Severin, a former foreign minister, is the third member of the European Parliament to come under fire after journalists from Britain's Sunday Times newspaper posed as lobbyists and enticed them to agree to amend laws in return for money.
Severin is shown on a video posted on the Internet outlining how he put forward amendments to laws at their request, agreeing to send an invoice.
But Severin said he had offered to work as a consultant only because of a desire to share his knowledge.
"I never asked for money for tabling amendments," he told Reuters, calling the incriminating video a "fake" because it combined several conversations and presented them in what he said was a misleading way.
He said his work as a consultant did not break the Parliament's rules but conceded: "I don't say that perhaps I didn't commit any mistake. Maybe somewhere [...] it is something which is not absolutely correct."
Spoiling the Parliament's image
German MEP Martin Schulz, the leader of the socialist bloc in parliament, said the Romanian politician was spoiling the image of the EU assembly.
"Severin has held high-level positions in his own country and internationally and he knows very well what political and moral responsibility mean," he said.
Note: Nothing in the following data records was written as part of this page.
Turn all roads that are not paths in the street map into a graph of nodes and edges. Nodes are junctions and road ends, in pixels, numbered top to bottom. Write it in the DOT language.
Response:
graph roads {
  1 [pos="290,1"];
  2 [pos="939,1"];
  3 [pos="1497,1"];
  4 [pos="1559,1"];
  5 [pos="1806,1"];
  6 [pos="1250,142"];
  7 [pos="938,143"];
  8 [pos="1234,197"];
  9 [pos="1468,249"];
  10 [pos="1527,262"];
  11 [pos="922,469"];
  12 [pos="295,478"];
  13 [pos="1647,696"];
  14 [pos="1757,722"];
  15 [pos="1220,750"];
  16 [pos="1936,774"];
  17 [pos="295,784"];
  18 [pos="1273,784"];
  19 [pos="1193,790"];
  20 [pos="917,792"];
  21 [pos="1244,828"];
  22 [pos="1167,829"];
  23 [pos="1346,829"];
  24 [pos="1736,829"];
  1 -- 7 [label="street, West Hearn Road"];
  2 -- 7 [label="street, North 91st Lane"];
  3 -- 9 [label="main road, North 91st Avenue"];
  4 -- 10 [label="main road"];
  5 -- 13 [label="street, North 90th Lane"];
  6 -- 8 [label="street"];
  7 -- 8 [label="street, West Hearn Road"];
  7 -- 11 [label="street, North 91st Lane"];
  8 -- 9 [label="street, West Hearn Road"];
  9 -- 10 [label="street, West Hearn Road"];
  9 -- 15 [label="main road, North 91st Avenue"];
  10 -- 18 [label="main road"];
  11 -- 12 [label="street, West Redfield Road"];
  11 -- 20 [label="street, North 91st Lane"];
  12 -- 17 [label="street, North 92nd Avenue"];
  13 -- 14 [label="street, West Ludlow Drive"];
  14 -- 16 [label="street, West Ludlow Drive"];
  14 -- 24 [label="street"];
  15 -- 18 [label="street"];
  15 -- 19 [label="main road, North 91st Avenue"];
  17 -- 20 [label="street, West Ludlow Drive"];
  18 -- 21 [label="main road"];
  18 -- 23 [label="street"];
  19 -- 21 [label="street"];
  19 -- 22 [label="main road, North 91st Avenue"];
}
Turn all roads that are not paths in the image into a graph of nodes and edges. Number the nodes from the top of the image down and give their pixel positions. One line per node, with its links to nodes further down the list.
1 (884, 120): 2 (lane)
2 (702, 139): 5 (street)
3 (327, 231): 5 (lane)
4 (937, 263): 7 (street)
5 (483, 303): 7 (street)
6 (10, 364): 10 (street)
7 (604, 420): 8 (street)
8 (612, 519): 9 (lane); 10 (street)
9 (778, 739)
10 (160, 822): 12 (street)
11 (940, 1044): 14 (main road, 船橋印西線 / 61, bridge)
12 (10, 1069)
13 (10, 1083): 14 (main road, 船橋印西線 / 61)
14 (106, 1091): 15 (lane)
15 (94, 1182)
"I hope that he will leave the European Parliament to prevent further damage to the institution."
Many of the European Parliament's members keep close ties or employment with industry during their five-year stint as legislators, a practice that is coming under scrutiny for possible conflicts of interest.
Former Slovenian Foreign Minister Zoran Thaler resigned on Monday and Austrian MEP Ernst Strasser stepped down on Sunday after the Sunday Times report was published.
Strasser was also shown in a video outlining his readiness to lobby for money. He has said he suspected a hoax and on Tuesday reiterated that no money had changed hands.
Thaler has said he was not involved in illegal activity and received no money, but was resigning while an investigation was conducted.
The president of the Parliament, Jerzy Buzek, has promised an investigation.
"Elected representatives of the people should know what is right and wrong," he said. "If the facts reported are proven, this type of behaviour is a serious breach of citizens' trust."